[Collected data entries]
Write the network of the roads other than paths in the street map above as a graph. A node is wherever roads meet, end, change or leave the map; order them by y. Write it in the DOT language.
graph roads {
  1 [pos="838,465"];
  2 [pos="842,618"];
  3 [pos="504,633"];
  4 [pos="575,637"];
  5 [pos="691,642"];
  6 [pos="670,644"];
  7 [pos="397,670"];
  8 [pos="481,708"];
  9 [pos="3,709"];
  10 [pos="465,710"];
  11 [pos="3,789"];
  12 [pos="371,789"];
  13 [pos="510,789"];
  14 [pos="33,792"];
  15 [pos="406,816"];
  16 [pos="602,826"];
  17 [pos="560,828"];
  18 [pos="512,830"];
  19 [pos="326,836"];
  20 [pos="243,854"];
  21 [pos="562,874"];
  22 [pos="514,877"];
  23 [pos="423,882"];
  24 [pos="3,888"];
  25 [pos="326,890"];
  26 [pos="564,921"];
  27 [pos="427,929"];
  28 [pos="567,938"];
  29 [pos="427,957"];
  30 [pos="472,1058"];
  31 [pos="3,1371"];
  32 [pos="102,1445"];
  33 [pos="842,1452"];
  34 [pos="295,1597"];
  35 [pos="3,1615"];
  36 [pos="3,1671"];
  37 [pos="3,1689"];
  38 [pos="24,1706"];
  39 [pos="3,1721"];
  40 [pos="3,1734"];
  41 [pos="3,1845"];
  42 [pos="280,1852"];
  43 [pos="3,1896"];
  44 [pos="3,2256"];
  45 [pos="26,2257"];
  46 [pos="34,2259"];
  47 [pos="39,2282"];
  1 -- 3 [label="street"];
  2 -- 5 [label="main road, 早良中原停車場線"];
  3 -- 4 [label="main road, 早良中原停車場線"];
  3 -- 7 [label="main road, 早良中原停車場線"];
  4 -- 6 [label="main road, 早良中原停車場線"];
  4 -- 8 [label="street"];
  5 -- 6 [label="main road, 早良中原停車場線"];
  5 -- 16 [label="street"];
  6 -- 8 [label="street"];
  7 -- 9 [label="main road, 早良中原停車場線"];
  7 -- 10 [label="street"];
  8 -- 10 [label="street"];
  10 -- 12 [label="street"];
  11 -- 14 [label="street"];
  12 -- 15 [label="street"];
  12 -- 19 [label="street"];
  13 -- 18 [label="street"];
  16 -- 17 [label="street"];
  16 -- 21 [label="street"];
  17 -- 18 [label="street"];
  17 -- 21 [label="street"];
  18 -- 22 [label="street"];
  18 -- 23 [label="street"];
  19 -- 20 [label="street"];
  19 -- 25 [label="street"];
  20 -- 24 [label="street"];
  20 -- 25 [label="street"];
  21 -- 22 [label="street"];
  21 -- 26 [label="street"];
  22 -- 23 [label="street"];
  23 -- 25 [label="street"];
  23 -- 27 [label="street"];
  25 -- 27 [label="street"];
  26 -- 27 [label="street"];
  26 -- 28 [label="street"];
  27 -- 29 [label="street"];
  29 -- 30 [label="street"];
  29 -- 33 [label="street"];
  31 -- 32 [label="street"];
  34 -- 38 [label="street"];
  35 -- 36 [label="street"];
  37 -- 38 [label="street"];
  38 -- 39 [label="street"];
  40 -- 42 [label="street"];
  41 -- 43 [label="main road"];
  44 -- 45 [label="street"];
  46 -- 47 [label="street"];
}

ACTION ITEM.
Nothing is to be left out, and every entry is to be transcribed exactly.

YOUR RESPONSE.
Write the network of the roads other than paths in the street map above as a graph. A node is wherever roads meet, end, change or leave the map; order them by y. Write it in the DOT language.
graph roads {
  1 [pos="838,465"];
  2 [pos="842,618"];
  3 [pos="504,633"];
  4 [pos="575,637"];
  5 [pos="691,642"];
  6 [pos="670,644"];
  7 [pos="397,670"];
  8 [pos="481,708"];
  9 [pos="3,709"];
  10 [pos="465,710"];
  11 [pos="3,789"];
  12 [pos="371,789"];
  13 [pos="510,789"];
  14 [pos="33,792"];
  15 [pos="406,816"];
  16 [pos="602,826"];
  17 [pos="560,828"];
  18 [pos="512,830"];
  19 [pos="326,836"];
  20 [pos="243,854"];
  21 [pos="562,874"];
  22 [pos="514,877"];
  23 [pos="423,882"];
  24 [pos="3,888"];
  25 [pos="326,890"];
  26 [pos="564,921"];
  27 [pos="427,929"];
  28 [pos="567,938"];
  29 [pos="427,957"];
  30 [pos="472,1058"];
  31 [pos="3,1371"];
  32 [pos="102,1445"];
  33 [pos="842,1452"];
  34 [pos="295,1597"];
  35 [pos="3,1615"];
  36 [pos="3,1671"];
  37 [pos="3,1689"];
  38 [pos="24,1706"];
  39 [pos="3,1721"];
  40 [pos="3,1734"];
  41 [pos="3,1845"];
  42 [pos="280,1852"];
  43 [pos="3,1896"];
  44 [pos="3,2256"];
  45 [pos="26,2257"];
  46 [pos="34,2259"];
  47 [pos="39,2282"];
  1 -- 3 [label="street"];
  2 -- 5 [label="main road, 早良中原停車場線"];
  3 -- 4 [label="main road, 早良中原停車場線"];
  3 -- 7 [label="main road, 早良中原停車場線"];
  4 -- 6 [label="main road, 早良中原停車場線"];
  4 -- 8 [label="street"];
  5 -- 6 [label="main road, 早良中原停車場線"];
  5 -- 16 [label="street"];
  6 -- 8 [label="street"];
  7 -- 9 [label="main road, 早良中原停車場線"];
  7 -- 10 [label="street"];
  8 -- 10 [label="street"];
  10 -- 12 [label="street"];
  11 -- 14 [label="street"];
  12 -- 15 [label="street"];
  12 -- 19 [label="street"];
  13 -- 18 [label="street"];
  16 -- 17 [label="street"];
  16 -- 21 [label="street"];
  17 -- 18 [label="street"];
  17 -- 21 [label="street"];
  18 -- 22 [label="street"];
  18 -- 23 [label="street"];
  19 -- 20 [label="street"];
  19 -- 25 [label="street"];
  20 -- 24 [label="street"];
  20 -- 25 [label="street"];
  21 -- 22 [label="street"];
  21 -- 26 [label="street"];
  22 -- 23 [label="street"];
  23 -- 25 [label="street"];
  23 -- 27 [label="street"];
  25 -- 27 [label="street"];
  26 -- 27 [label="street"];
  26 -- 28 [label="street"];
  27 -- 29 [label="street"];
  29 -- 30 [label="street"];
  29 -- 33 [label="street"];
  31 -- 32 [label="street"];
  34 -- 38 [label="street"];
  35 -- 36 [label="street"];
  37 -- 38 [label="street"];
  38 -- 39 [label="street"];
  40 -- 42 [label="street"];
  41 -- 43 [label="main road"];
  44 -- 45 [label="street"];
  46 -- 47 [label="street"];
}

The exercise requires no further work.